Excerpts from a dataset
──────────
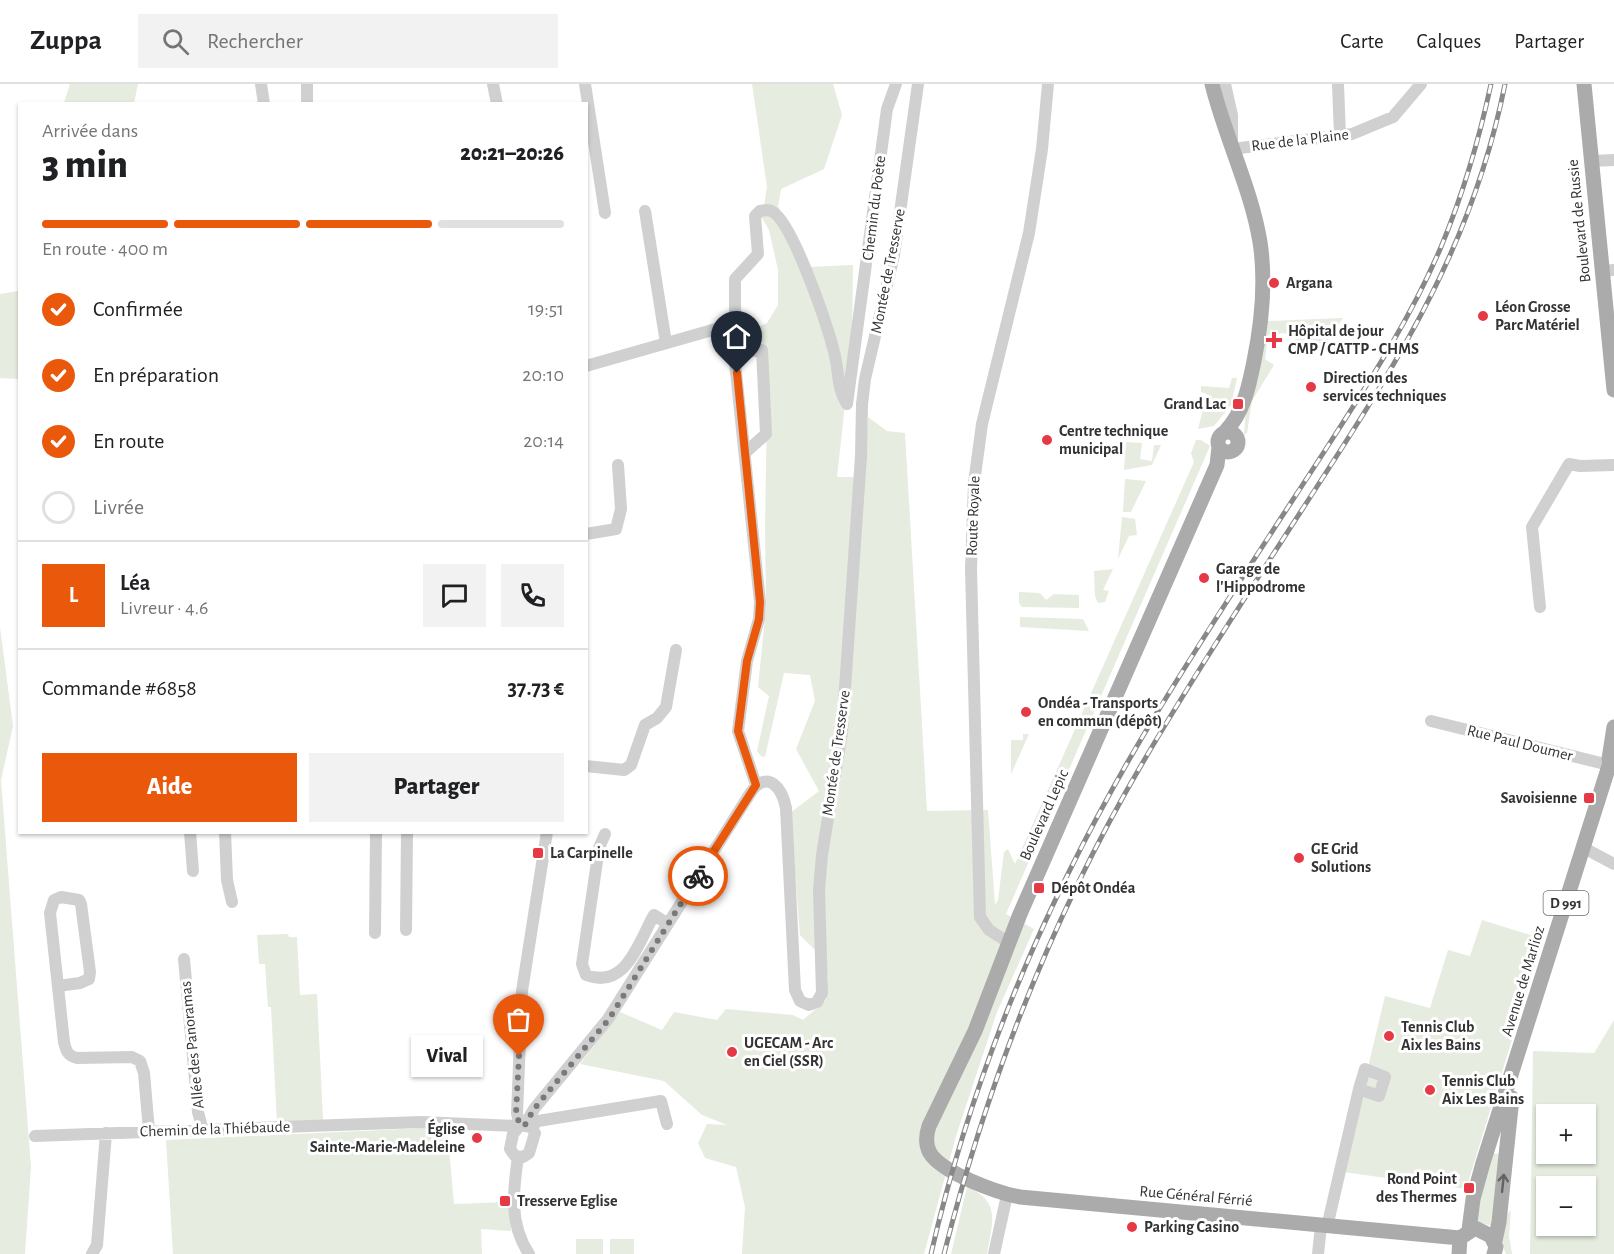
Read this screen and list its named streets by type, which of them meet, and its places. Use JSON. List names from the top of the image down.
{
  "streets": {
    "main road": [
      "Boulevard de Russie",
      "Boulevard Lepic",
      "D 991",
      "Avenue de Marlioz",
      "Rue Général Férrié"
    ],
    "street": [
      "Rue de la Plaine",
      "Chemin du Poète",
      "Montée de Tresserve",
      "Route Royale",
      "Rue Paul Doumer",
      "Allée des Panoramas",
      "Chemin de la Thiébaude"
    ]
  },
  "crossings": [
    ["Rue de la Plaine", "Boulevard Lepic"],
    ["Route Royale", "Boulevard Lepic"],
    ["Rue Paul Doumer", "Avenue de Marlioz"],
    ["Boulevard Lepic", "Rue Général Férrié"],
    ["Avenue de Marlioz", "Rue Général Férrié"],
    ["Allée des Panoramas", "Chemin de la Thiébaude"]
  ],
  "places": {
    "other": [
      "Argana",
      "Léon Grosse Parc Matériel",
      "Direction des services techniques",
      "Centre technique municipal",
      "Garage de l'Hippodrome",
      "Ondéa - Transports en commun (dépôt)",
      "GE Grid Solutions",
      "Tennis Club Aix les Bains",
      "UGECAM - Arc en Ciel (SSR)",
      "Vival",
      "Tennis Club Aix Les Bains",
      "Église Sainte-Marie-Madeleine",
      "Parking Casino"
    ],
    "health": ["Hôpital de jour CMP / CATTP - CHMS"],
    "transit": [
      "Grand Lac",
      "Savoisienne",
      "La Carpinelle",
      "Dépôt Ondéa",
      "Rond Point des Thermes",
      "Tresserve Eglise"
    ]
  },
  "page": {
    "header": "Zuppa",
    "search": "Rechercher",
    "nav": ["Carte", "Calques", "Partager"],
    "heading": ["3 min", "Arrivée dans", "20:21–20:26"],
    "panel": [
      "Léa",
      "Livreur · 4.6",
      "Commande #6858",
      "37.73 €"
    ],
    "bar": "En route · 400 m",
    "list": [
      ["Confirmée", "19:51"],
      ["En préparation", "20:10"],
      ["En route", "20:14"],
      "Livrée"
    ],
    "round": "L",
    "buttons": ["Aide", "Partager"],
    "bubble": "Vival",
    "map_buttons": ["+", "−"]
  }
}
──────────
■ WORK TASK
An exact copy of all the entries above is required, with every picture left out.

■ YOUR RESPONSE
Read this screen and list its named streets by type, which of them meet, and its places. Use JSON. List names from the top of the image down.
{
  "streets": {
    "main road": [
      "Boulevard de Russie",
      "Boulevard Lepic",
      "D 991",
      "Avenue de Marlioz",
      "Rue Général Férrié"
    ],
    "street": [
      "Rue de la Plaine",
      "Chemin du Poète",
      "Montée de Tresserve",
      "Route Royale",
      "Rue Paul Doumer",
      "Allée des Panoramas",
      "Chemin de la Thiébaude"
    ]
  },
  "crossings": [
    ["Rue de la Plaine", "Boulevard Lepic"],
    ["Route Royale", "Boulevard Lepic"],
    ["Rue Paul Doumer", "Avenue de Marlioz"],
    ["Boulevard Lepic", "Rue Général Férrié"],
    ["Avenue de Marlioz", "Rue Général Férrié"],
    ["Allée des Panoramas", "Chemin de la Thiébaude"]
  ],
  "places": {
    "other": [
      "Argana",
      "Léon Grosse Parc Matériel",
      "Direction des services techniques",
      "Centre technique municipal",
      "Garage de l'Hippodrome",
      "Ondéa - Transports en commun (dépôt)",
      "GE Grid Solutions",
      "Tennis Club Aix les Bains",
      "UGECAM - Arc en Ciel (SSR)",
      "Vival",
      "Tennis Club Aix Les Bains",
      "Église Sainte-Marie-Madeleine",
      "Parking Casino"
    ],
    "health": ["Hôpital de jour CMP / CATTP - CHMS"],
    "transit": [
      "Grand Lac",
      "Savoisienne",
      "La Carpinelle",
      "Dépôt Ondéa",
      "Rond Point des Thermes",
      "Tresserve Eglise"
    ]
  },
  "page": {
    "header": "Zuppa",
    "search": "Rechercher",
    "nav": ["Carte", "Calques", "Partager"],
    "heading": ["3 min", "Arrivée dans", "20:21–20:26"],
    "panel": [
      "Léa",
      "Livreur · 4.6",
      "Commande #6858",
      "37.73 €"
    ],
    "bar": "En route · 400 m",
    "list": [
      ["Confirmée", "19:51"],
      ["En préparation", "20:10"],
      ["En route", "20:14"],
      "Livrée"
    ],
    "round": "L",
    "buttons": ["Aide", "Partager"],
    "bubble": "Vival",
    "map_buttons": ["+", "−"]
  }
}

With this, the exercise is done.